The task
The reply should be a single number: the count of lines below that contain the word "header".

Data excerpts

=====

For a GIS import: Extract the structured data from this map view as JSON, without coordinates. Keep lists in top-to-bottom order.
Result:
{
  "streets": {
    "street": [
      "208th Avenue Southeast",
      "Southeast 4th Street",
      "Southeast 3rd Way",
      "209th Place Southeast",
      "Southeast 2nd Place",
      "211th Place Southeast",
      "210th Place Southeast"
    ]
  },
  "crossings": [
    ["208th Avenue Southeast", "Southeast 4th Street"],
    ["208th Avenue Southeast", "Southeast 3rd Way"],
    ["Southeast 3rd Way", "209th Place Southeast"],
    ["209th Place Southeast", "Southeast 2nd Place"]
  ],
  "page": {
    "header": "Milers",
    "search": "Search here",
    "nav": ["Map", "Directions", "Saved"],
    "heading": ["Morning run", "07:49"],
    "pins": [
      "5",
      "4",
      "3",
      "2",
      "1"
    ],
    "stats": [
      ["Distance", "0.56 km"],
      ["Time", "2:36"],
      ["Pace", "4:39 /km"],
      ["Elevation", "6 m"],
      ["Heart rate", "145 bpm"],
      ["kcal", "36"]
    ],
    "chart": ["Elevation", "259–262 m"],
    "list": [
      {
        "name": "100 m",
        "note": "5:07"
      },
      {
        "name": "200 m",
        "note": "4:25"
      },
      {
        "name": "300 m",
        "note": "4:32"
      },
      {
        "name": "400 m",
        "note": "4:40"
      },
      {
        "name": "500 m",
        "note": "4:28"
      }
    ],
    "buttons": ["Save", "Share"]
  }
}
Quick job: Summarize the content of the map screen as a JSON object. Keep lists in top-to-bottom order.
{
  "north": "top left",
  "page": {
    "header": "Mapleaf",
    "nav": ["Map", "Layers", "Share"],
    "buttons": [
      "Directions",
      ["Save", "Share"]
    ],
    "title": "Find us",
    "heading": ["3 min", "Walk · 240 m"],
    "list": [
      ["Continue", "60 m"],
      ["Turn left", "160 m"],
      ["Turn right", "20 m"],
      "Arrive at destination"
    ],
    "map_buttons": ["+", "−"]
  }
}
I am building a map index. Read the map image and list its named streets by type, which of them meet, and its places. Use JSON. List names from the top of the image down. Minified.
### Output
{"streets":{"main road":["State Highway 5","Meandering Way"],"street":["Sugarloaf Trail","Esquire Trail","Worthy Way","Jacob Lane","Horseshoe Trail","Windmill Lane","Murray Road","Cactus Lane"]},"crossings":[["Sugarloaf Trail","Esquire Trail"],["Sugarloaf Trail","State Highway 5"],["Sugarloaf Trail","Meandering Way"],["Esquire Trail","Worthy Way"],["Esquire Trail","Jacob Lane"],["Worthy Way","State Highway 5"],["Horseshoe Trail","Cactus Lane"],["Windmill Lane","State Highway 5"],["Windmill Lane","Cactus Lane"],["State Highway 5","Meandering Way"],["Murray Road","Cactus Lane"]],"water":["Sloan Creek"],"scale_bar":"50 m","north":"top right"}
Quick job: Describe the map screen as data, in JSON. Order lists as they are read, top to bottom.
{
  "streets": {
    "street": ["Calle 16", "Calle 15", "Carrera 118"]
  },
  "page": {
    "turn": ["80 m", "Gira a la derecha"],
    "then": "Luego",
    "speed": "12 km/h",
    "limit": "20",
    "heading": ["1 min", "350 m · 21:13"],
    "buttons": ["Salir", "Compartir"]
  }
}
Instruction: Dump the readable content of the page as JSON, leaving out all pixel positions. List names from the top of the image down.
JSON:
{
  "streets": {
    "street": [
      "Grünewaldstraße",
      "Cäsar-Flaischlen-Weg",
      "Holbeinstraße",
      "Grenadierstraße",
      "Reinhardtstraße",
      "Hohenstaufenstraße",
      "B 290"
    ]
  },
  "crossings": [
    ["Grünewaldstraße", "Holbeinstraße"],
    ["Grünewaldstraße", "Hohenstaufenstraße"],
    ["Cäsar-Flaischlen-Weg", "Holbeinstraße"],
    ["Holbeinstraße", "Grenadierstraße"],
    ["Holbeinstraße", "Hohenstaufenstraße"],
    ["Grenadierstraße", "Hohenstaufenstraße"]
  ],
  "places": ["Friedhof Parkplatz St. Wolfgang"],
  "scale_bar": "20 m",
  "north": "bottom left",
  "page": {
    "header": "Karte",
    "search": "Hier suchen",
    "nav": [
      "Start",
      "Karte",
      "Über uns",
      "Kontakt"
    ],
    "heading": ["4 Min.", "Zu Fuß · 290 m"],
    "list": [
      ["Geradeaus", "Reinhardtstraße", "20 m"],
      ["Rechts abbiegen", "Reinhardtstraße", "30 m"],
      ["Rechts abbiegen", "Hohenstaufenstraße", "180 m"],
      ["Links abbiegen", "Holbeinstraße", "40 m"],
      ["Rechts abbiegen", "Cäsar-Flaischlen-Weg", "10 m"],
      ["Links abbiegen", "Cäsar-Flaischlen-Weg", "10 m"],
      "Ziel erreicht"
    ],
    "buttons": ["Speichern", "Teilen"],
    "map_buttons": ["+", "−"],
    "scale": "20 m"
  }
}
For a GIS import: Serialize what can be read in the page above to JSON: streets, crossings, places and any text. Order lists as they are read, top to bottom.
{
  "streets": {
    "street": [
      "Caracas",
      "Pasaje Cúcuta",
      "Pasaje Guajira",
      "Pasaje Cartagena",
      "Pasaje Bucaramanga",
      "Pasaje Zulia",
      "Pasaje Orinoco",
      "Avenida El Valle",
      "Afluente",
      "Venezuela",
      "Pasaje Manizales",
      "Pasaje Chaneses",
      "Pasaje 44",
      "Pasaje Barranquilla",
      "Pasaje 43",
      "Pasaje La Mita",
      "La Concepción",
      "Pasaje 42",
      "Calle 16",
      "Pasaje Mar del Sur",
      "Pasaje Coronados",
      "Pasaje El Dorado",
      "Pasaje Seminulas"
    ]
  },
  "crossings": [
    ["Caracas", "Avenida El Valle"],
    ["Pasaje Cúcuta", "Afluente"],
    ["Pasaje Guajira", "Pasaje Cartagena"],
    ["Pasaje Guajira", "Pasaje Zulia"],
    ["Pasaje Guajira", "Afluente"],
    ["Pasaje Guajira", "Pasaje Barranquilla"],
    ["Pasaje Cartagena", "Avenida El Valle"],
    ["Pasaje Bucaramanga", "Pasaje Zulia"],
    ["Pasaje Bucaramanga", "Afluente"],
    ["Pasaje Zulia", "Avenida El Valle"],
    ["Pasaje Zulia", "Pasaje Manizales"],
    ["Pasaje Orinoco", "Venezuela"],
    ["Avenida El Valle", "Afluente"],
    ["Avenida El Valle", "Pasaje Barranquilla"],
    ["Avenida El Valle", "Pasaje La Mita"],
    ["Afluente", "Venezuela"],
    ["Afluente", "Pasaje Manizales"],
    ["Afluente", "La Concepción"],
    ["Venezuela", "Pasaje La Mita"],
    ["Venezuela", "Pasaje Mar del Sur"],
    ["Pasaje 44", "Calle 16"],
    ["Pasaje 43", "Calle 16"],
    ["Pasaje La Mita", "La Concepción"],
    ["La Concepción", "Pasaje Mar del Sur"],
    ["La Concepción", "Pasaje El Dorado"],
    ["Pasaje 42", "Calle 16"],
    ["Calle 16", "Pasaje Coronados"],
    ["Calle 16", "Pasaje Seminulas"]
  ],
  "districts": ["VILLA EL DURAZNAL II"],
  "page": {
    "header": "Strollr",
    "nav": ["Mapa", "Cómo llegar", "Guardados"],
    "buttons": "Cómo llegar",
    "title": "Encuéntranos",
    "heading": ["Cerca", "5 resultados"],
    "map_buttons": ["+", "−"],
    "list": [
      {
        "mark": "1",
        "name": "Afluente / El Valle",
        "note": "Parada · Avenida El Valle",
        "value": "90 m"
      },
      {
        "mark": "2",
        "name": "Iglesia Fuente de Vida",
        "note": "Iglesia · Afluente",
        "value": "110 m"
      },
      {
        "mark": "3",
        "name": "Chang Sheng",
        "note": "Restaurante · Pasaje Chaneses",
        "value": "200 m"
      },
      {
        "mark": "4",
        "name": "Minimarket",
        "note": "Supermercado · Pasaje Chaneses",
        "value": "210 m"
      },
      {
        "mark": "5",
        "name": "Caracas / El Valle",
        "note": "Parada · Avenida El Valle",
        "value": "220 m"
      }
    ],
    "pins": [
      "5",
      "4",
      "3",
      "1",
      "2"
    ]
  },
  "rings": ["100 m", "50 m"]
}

=====

Written answer
4